The discussion on the transition to quantum-resistant addresses in blockchain technology raises a significant concern regarding the potential for network congestion and artificially inflated transaction fees. The limited block size inherent to many blockchain networks could be exploited by those who stand to gain from higher fees, by flooding the network with bogus transactions. This manipulation would force users to pay exorbitant fees to move their funds before a given deadline or risk losing them entirely. Such a scenario underscores the challenges of implementing a mandatory switch to quantum-resistant addresses without causing undue hardship for users.

A more nuanced approach to enhancing quantum resistance within blockchain systems is suggested, focusing initially on disabling spending from specific types of outputs that lack inherent quantum resistance. Outputs like Pay-to-PubKey (P2PK) and Pay-to-Taproot (P2TR), which do not utilize hashed public keys, are highlighted as more vulnerable and thus should be targeted first for restrictions. Conversely, outputs that incorporate hashed public keys, such as Pay-to-PubKey-Hash (P2PKH) and Pay-to-Witness-PubKey-Hash (P2WPKH), offer a greater degree of protection against quantum computing attacks and could remain active for a longer period.
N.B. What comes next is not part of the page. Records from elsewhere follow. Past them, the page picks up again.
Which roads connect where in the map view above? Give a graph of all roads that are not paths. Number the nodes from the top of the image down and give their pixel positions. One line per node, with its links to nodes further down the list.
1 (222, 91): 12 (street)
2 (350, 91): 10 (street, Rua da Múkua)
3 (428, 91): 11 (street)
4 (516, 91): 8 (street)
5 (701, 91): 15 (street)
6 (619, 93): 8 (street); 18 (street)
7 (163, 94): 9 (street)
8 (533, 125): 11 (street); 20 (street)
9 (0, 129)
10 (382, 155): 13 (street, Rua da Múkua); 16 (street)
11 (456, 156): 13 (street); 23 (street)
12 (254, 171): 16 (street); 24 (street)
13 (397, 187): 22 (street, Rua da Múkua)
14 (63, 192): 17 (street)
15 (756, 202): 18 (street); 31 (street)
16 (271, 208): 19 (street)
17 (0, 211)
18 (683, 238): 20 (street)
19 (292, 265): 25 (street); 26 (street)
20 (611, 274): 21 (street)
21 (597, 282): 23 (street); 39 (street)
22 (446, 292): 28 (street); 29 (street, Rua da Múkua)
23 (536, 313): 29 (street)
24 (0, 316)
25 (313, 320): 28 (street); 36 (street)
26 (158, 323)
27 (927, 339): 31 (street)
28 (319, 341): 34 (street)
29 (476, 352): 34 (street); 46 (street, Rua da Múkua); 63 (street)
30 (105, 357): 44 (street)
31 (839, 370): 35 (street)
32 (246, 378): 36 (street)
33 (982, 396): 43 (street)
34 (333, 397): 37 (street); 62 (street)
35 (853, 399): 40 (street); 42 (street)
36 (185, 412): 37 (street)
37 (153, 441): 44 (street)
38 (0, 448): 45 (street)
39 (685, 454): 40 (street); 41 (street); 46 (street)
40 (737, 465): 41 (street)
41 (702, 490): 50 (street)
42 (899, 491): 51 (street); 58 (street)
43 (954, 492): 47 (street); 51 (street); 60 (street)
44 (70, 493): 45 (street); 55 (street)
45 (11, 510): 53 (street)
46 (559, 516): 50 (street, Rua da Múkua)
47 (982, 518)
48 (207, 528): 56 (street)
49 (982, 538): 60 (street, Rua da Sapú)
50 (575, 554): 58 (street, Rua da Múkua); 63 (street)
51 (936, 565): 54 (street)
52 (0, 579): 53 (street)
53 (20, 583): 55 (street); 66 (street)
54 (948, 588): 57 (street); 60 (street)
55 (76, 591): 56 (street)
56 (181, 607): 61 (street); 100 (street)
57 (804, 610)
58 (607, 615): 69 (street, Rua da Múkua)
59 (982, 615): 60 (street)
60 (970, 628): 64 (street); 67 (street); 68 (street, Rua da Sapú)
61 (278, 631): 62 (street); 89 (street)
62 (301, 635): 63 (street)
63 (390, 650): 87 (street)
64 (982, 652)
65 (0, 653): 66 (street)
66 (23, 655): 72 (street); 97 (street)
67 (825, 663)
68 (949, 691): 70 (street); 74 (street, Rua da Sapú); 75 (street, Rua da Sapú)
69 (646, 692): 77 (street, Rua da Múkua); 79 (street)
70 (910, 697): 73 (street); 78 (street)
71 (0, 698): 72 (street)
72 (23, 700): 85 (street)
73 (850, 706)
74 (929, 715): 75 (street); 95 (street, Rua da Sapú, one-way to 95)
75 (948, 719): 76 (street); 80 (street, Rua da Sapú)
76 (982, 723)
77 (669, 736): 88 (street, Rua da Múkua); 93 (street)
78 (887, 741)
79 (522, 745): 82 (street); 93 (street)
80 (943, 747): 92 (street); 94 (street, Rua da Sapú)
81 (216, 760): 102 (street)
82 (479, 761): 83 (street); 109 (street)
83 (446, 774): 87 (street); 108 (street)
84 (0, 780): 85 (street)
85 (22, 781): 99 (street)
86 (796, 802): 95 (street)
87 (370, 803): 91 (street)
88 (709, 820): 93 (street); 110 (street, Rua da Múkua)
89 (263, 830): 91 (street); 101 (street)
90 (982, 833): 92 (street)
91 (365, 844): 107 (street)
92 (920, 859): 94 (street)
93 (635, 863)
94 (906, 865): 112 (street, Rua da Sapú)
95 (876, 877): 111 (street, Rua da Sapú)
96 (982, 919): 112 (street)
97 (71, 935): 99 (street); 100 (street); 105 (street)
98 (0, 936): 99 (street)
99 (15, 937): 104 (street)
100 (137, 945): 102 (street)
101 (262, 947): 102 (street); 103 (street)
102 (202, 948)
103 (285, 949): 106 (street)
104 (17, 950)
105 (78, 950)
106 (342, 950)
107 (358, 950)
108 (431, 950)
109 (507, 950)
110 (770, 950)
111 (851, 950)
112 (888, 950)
The threat posed by quantum computing to blockchain security is not immediate but is expected to grow over time. Current analyses suggest that quantum computers would initially struggle to derive private keys from known public keys quickly enough to intercept transactions before they are confirmed on the blockchain. This temporal gap provides a window during which the risk of quantum attacks remains relatively low. Moreover, the option to transmit transactions directly to trusted miners, rather than broadcasting them publicly, could serve as a temporary safeguard against quantum decryption attempts.

Despite these interim solutions, the eventual disablement of Unspent Transaction Outputs (UTXOs) with hashed public keys may become necessary. The issue of address reuse exacerbates this vulnerability, as it increases the likelihood of public key exposure. As quantum computing technology advances, the probability of decrypting private keys rapidly enough to affect transaction security before confirmation could increase to a worrying level. This evolving threat landscape suggests that while immediate wholesale changes to disable all potentially vulnerable outputs may not be advisable, a phased approach to enhancing quantum resistance is crucial for maintaining the integrity and security of blockchain networks.